|
Um filme divertido num dia muito, muito feliz |
A enfermeira
soltou um único pedaço de fita crepe que mantinha o pequeno pacote coeso e
abriu o lençol. Neste momento, o sangue faltou às minhas pernas e apoiei a
testa no vidro. Foi então que, através das lágrimas e do hálito condensado, eu
vi você pela primeira vez. Como alguém que faz uma longa viagem e fica muito
tempo na mesma posição, vi você alongar braços e pernas enquanto o peito subia
e descia para encher os pulmões com aquela novidade chamada ar. Seu urro da
vida fazia o curativo do umbigo balançar. Como Jacques Cousteau, fiz um OK
interrogativo para a enfermeira, que me respondeu sorridente com um OK
tranqüilizante enquanto fechava a cortina. Fim do primeiro ato.
E
então, antes do amor, veio o pânico. Tem cérebro? Será que respira? Será que
escuta? Será que enxerga? O coração bate direito? O intestino funciona? Tem dez
dedos nas mãos? E nos pés? Porque um curativo tão grande no umbigo? Em casa, o
pânico persiste. Mamou direito? Arrotou? Mijou? Cagou? Está limpa? Tem calor?

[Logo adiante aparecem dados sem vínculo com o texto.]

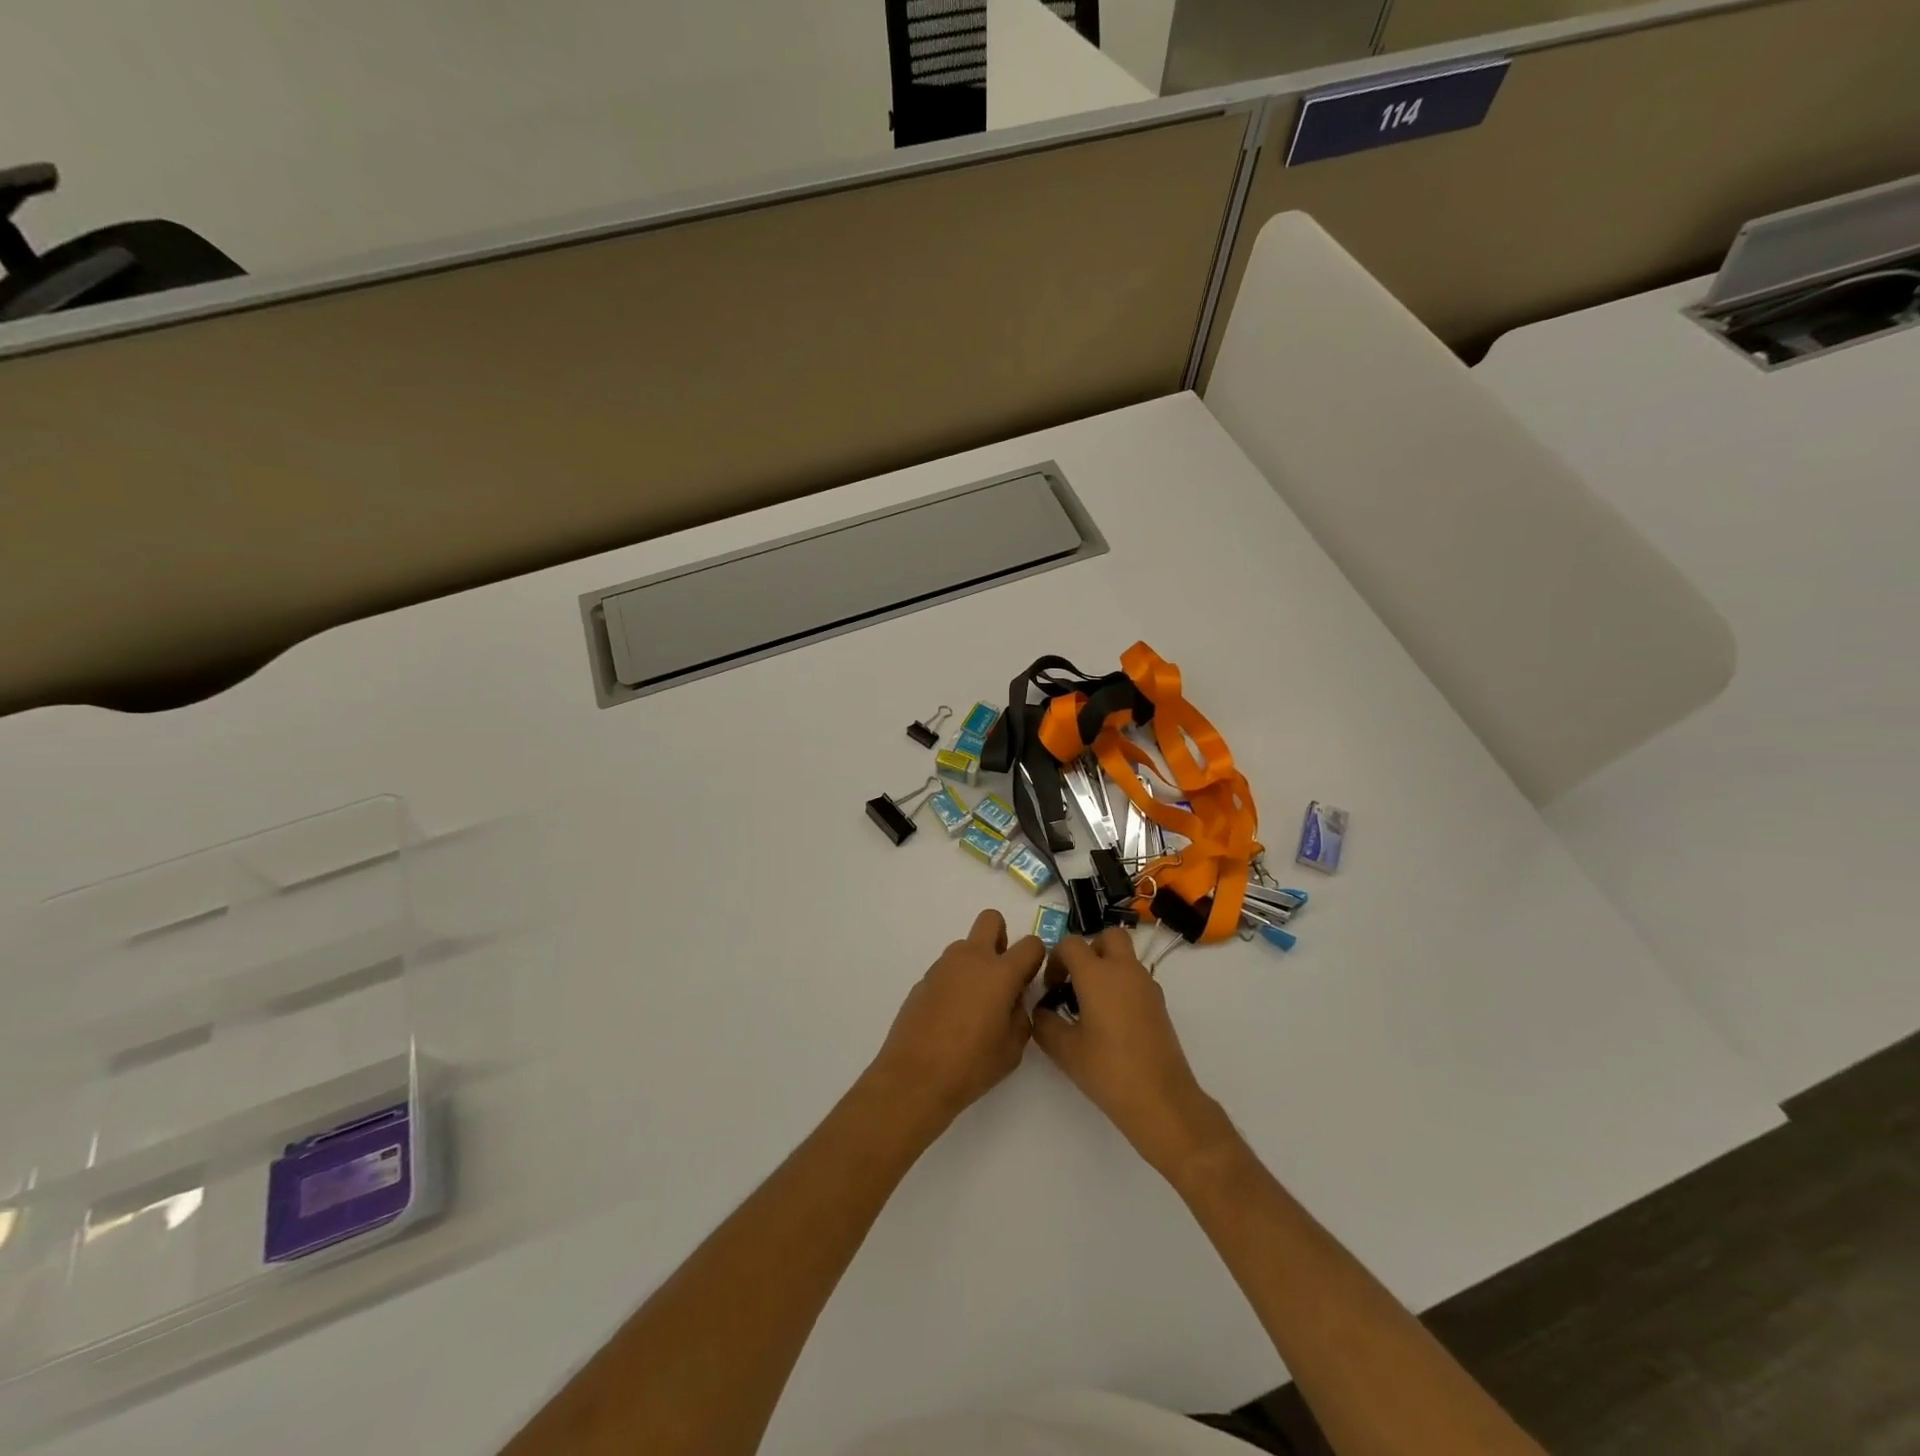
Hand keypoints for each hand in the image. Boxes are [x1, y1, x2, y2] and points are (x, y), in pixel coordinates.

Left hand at [866, 909, 1045, 1129]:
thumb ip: (1021, 1015)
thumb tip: (1013, 1000)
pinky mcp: (923, 980)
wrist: (915, 1077)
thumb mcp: (1013, 1048)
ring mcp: (943, 966)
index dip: (1036, 958)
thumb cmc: (971, 1065)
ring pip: (966, 946)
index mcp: (1000, 972)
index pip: (1031, 944)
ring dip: (976, 963)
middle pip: (991, 919)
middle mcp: (971, 958)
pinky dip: (955, 982)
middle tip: (1002, 974)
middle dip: (1002, 938)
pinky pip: (948, 969)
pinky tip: (951, 1017)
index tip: (1030, 980)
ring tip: (974, 1005)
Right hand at [1030, 928, 1235, 1178]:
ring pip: (1125, 956)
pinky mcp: (1159, 1004)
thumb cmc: (1108, 1070)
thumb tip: (1042, 1010)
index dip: (1055, 959)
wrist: (1161, 1099)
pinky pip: (1136, 978)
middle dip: (1089, 950)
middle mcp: (1124, 970)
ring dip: (1107, 967)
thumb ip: (1044, 1023)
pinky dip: (1122, 985)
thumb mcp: (1064, 1050)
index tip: (1051, 987)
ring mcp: (1147, 985)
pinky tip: (1112, 1020)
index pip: (1071, 944)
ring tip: (1091, 1004)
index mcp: (1098, 974)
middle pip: (1108, 936)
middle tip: (1076, 980)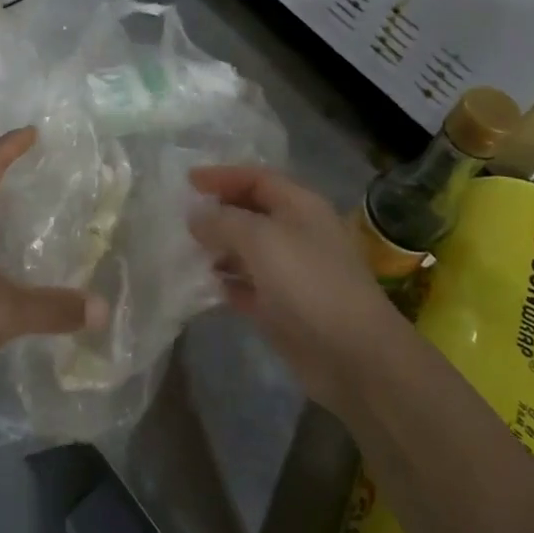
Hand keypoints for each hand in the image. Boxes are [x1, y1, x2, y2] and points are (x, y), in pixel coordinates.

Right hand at [189, 166, 398, 414]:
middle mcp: (297, 233)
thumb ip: (223, 222)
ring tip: (183, 249)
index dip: (223, 176)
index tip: (188, 181)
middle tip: (181, 216)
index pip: (257, 178)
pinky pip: (248, 286)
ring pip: (248, 251)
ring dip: (218, 248)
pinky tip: (202, 284)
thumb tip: (196, 215)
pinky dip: (226, 282)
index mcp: (300, 206)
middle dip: (218, 212)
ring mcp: (291, 272)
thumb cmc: (308, 283)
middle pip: (251, 212)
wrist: (353, 356)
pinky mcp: (283, 308)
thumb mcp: (260, 240)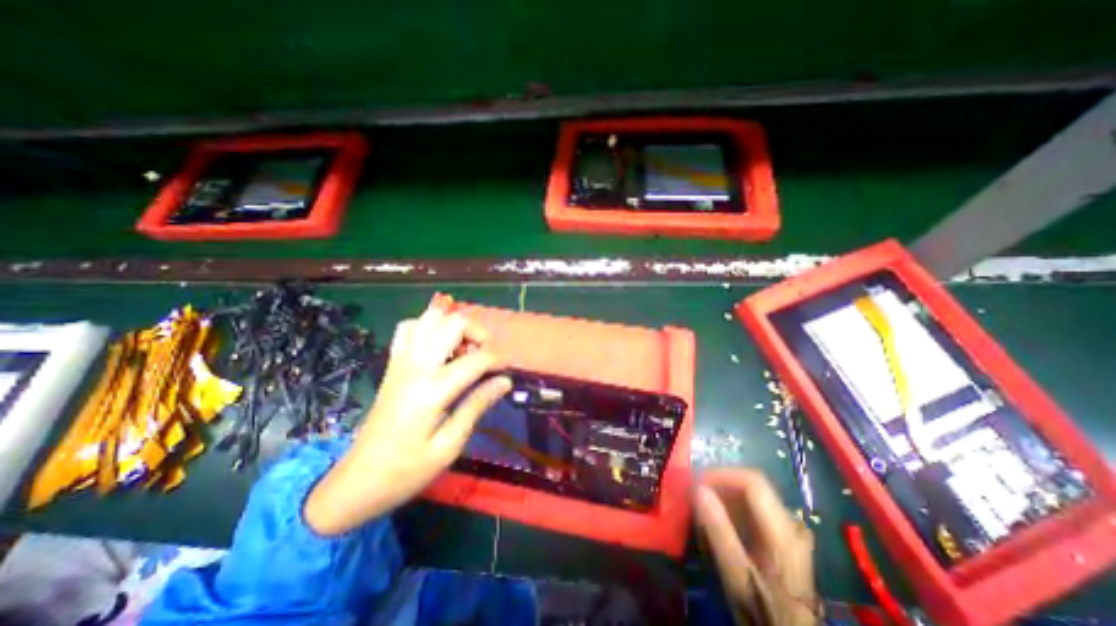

Tem frio? Quer dormir? Quer acordar? Porque chora? Tem cólica? Visitas, por
favor, Olhem de longe e nem pensem em pegar no colo. É bom nem entrar no
quarto. Confesso, confesso. Foram cinco meses de pânico. Cinco meses sem amor.
E foi então que tudo mudou.
Era
um daqueles feriadinhos providenciais de quarta-feira, sem emenda com o fim de
semana. Deitei-me no tapete da sala e tirei a almofada do sofá para apoiar a
cabeça. Na sessão da tarde, passava o divertido “Uma secretária de futuro”, com
a ex-bela Melanie Griffith e o eterno Indiana Jones. Acomodei você sobre meu
peito, de bruços. E então, enquanto Sigourney Weaver quebrava o pé, caímos no
sono. Uns trinta, quarenta minutos depois, despertei assustado com o plim-plim que anunciava o fim do
intervalo comercial. Suas mãos pressionaram levemente meu peito enquanto você
levantou vacilante o cabeção para me fitar com seus imensos e narcotizados
olhos azuis. Babando profusamente na minha velha camiseta “Farma USP Ribeirão”,
você abriu um adorável sorriso banguela e, exausta do esforço, desabou
novamente num sono profundo.
Com
cuidado, levantei-me do chão sem que você acordasse. Fui ao quarto e pus você
no berço. Sorri ao ver a marca da dobra da minha camiseta impressa na sua
bochecha branquinha e voltei para a sala. Harrison Ford cravava um beijo
apaixonado em Melanie enquanto eu pensava: pode alguém ser mais feliz que eu? E
foi assim, minha filha, que eu nasci para você.